Circadian rhythms play a role in hormone production that controls sleep and wakefulness. Melatonin, the hormone that produces sleepiness, and cortisol, the hormone that produces wakefulness, are regulated by circadian rhythms. When melatonin levels are high, cortisol levels are low and vice versa. Both these hormones are highly susceptible to retinal light exposure. Light suppresses the production of melatonin and stimulates the production of cortisol, along with the normal stresses that a person experiences throughout the day. This is the reason that when a person is experiencing an extremely stressful time in their lives, they experience problems sleeping.

Thyroid stimulating hormone (TSH) and prolactin are two more hormones that are affected by circadian rhythms. TSH is one of the hormones that regulate the function of the thyroid and prolactin is a reproductive hormone closely related to human growth hormone. Under normal circumstances, TSH rises before sleep and decline during sleep. Sleep inhibits the production and secretion of TSH. So when sleep is deprived, TSH levels remain elevated. Conversely, prolactin is stimulated by sleep and the peak of prolactin production and secretion can be measured during sleep. So it’s easy to see that when circadian rhythms become out of balance, vital hormone production is affected.

Disturbances in Circadian Rhythms

There are a number of things that can cause disturbances in circadian rhythms. The most common form of circadian rhythm disturbance is jet lag. Jet lag occurs when people cross multiple time zones and their circadian rhythms have difficulty adjusting. A person’s body may still think its 10pm, for instance, and be preparing for sleep, when in fact it’s really 7pm and it’s time for dinner. Thankfully, jet lag doesn’t last very long, as the body usually adjusts fairly quickly.

Shift work sleep disorder is another type of disturbance in the circadian rhythms that is experienced by those who work rotating shifts or night shifts. Working these odd hours requires people to be awake when the body’s natural inclination is to sleep.

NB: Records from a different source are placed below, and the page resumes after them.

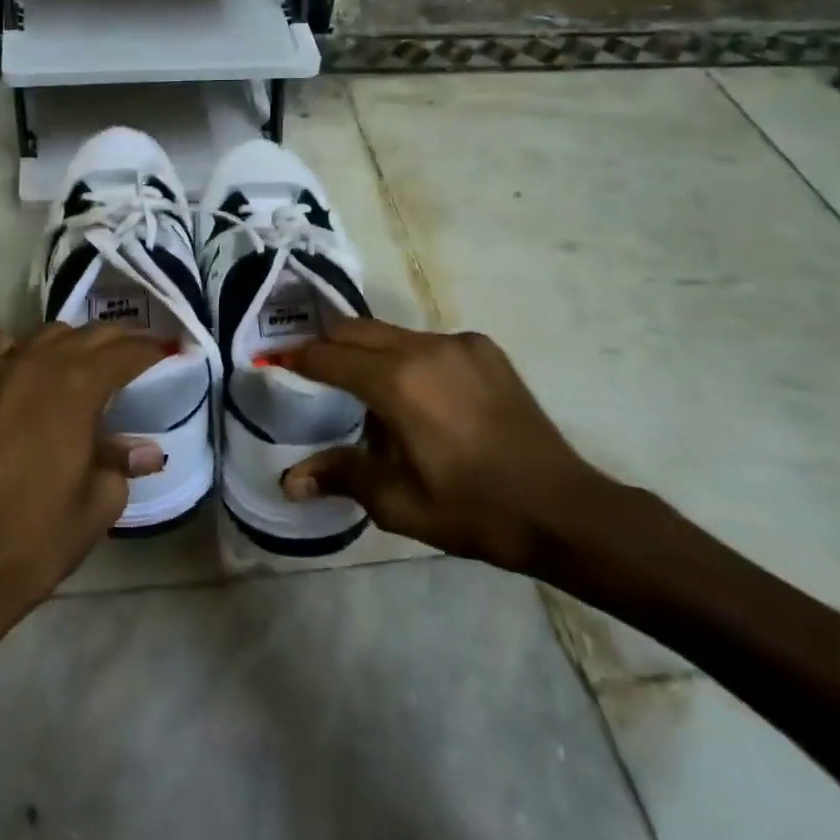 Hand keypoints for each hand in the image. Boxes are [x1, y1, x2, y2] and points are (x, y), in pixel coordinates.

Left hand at [0, 324, 166, 656]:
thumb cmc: (40, 538)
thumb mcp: (100, 501)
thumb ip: (122, 461)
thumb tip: (146, 450)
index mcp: (77, 388)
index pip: (124, 353)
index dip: (152, 349)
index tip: (171, 350)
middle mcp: (37, 367)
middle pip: (87, 335)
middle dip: (120, 341)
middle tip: (141, 354)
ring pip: (42, 335)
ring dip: (72, 342)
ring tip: (88, 363)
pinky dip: (11, 345)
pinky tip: (23, 363)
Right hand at [279, 320, 614, 574]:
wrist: (564, 509)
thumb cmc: (473, 510)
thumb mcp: (398, 503)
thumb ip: (340, 476)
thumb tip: (289, 480)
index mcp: (397, 382)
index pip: (328, 357)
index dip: (296, 360)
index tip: (275, 365)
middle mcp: (423, 347)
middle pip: (355, 330)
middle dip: (328, 347)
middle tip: (312, 373)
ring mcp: (458, 343)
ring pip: (392, 333)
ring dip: (369, 352)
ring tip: (367, 390)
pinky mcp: (484, 349)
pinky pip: (427, 342)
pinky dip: (407, 357)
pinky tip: (419, 395)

Delayed sleep phase disorder and advanced sleep phase disorder are conditions that are similar, but completely opposite. People with delayed sleep phase disorder are often referred to as “night owls”. Likewise, those with advanced sleep phase disorder are “morning larks”. People with these conditions experience difficulty sleeping and waking at normal times. They either go to bed very early or very late and likewise wake very early or very late.

Resetting Circadian Rhythms

One of the most effective ways to reset circadian rhythms is with light. Light therapy uses a special light that mimics natural daylight and helps rebalance the hormones in the body that become imbalanced with the circadian rhythms in the body are not functioning properly.

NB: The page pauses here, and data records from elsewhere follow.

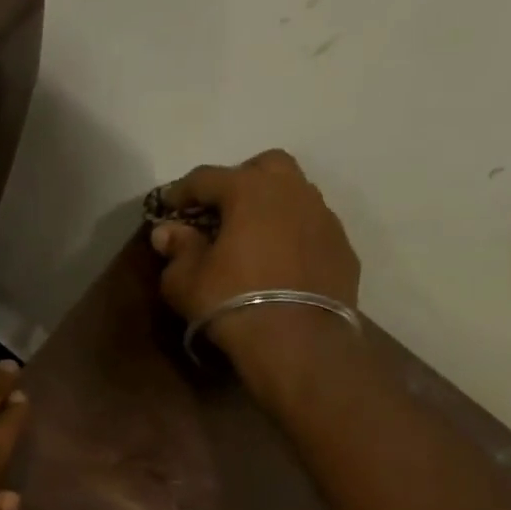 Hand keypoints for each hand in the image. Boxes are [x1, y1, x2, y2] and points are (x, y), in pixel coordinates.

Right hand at [150, 151, 361, 403]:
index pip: (207, 177)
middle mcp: (292, 192)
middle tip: (219, 210)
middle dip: (239, 180)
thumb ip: (177, 249)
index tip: (167, 207)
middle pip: (265, 166)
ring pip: (295, 194)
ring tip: (251, 236)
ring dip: (270, 207)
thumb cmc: (231, 302)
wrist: (297, 343)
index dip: (182, 191)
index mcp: (249, 190)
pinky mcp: (343, 248)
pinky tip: (279, 262)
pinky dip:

A person’s behavior can greatly affect circadian rhythms. In order to maintain healthy rhythms people should maintain the same sleep times and wake times and maintaining a healthy lifestyle by eating right, exercising, and not smoking and drinking.

A disturbance in one’s circadian rhythms can be very frustrating but it isn’t the end of the world. By maintaining a healthy lifestyle and using bright light therapy, people can rebalance their bodies and return to a more normal life.